Work instructions >>
Your answer should be each line of the entries that contains the word "улица", copied in full.

=== Recorded information ===

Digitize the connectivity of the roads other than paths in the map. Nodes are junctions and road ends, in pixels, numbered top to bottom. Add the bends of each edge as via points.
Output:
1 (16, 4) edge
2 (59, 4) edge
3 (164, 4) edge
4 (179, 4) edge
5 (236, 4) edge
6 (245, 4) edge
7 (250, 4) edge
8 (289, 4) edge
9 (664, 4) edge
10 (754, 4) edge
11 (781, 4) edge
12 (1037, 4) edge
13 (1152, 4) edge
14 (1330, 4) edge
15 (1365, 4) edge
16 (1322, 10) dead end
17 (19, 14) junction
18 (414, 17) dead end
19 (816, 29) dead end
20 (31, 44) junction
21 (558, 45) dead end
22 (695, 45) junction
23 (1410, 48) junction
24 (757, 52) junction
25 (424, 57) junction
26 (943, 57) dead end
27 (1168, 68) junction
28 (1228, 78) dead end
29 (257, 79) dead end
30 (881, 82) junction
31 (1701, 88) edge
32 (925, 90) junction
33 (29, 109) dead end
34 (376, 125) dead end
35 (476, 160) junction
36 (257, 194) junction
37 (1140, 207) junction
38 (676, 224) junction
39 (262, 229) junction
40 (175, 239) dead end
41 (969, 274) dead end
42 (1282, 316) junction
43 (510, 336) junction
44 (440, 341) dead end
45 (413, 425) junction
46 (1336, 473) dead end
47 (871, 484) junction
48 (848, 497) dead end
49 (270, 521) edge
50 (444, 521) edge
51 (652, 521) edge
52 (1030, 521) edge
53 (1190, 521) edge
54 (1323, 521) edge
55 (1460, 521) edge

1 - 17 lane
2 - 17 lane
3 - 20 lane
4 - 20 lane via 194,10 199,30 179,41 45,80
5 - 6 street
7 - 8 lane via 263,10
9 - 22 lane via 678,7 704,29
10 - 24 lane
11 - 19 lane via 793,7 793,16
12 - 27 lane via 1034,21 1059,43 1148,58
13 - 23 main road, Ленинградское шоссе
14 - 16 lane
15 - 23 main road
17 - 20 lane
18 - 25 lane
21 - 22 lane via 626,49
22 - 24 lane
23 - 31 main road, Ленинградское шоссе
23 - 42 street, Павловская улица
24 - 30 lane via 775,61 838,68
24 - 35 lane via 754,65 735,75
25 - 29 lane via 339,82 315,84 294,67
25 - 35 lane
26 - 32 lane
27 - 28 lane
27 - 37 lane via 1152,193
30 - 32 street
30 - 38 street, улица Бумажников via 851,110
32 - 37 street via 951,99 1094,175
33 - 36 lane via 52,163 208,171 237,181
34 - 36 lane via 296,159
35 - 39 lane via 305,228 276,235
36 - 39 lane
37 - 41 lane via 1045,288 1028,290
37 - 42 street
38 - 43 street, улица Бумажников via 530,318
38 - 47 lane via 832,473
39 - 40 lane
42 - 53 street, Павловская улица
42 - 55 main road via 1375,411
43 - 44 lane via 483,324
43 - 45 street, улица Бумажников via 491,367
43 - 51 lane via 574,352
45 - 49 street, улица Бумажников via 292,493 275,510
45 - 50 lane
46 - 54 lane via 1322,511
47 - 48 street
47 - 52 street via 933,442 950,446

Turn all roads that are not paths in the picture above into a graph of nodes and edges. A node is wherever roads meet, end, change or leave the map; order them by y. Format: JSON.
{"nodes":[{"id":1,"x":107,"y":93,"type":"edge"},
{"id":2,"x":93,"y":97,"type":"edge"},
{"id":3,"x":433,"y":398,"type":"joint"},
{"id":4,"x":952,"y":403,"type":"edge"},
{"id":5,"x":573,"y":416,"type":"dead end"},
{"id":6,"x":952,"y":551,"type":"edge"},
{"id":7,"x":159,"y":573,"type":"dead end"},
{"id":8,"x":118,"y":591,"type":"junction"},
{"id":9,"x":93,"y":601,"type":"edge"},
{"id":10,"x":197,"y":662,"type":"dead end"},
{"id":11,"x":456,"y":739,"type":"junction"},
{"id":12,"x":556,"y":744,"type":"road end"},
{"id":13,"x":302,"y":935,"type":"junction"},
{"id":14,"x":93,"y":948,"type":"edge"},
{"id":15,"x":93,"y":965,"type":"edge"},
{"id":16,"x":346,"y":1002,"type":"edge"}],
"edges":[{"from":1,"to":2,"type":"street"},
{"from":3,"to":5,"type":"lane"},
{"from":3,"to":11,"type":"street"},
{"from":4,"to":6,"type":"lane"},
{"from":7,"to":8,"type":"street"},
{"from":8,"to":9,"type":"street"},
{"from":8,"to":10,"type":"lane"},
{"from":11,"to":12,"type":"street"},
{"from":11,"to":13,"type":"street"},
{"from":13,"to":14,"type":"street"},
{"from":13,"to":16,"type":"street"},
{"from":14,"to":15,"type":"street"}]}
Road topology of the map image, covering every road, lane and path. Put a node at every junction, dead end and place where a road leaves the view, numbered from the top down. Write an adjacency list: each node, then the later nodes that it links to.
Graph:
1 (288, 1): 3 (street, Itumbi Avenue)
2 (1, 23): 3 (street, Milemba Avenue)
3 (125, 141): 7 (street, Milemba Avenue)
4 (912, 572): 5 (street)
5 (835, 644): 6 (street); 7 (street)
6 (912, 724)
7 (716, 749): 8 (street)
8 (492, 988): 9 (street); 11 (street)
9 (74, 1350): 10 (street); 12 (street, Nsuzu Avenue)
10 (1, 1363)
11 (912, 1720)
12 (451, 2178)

===

Solution to the exercise >>
23 - 42 street, Павловская улица
30 - 38 street, улица Бумажников via 851,110
38 - 43 street, улица Бумажников via 530,318
42 - 53 street, Павловская улица
43 - 45 street, улица Бумажников via 491,367
45 - 49 street, улица Бумажников via 292,493 275,510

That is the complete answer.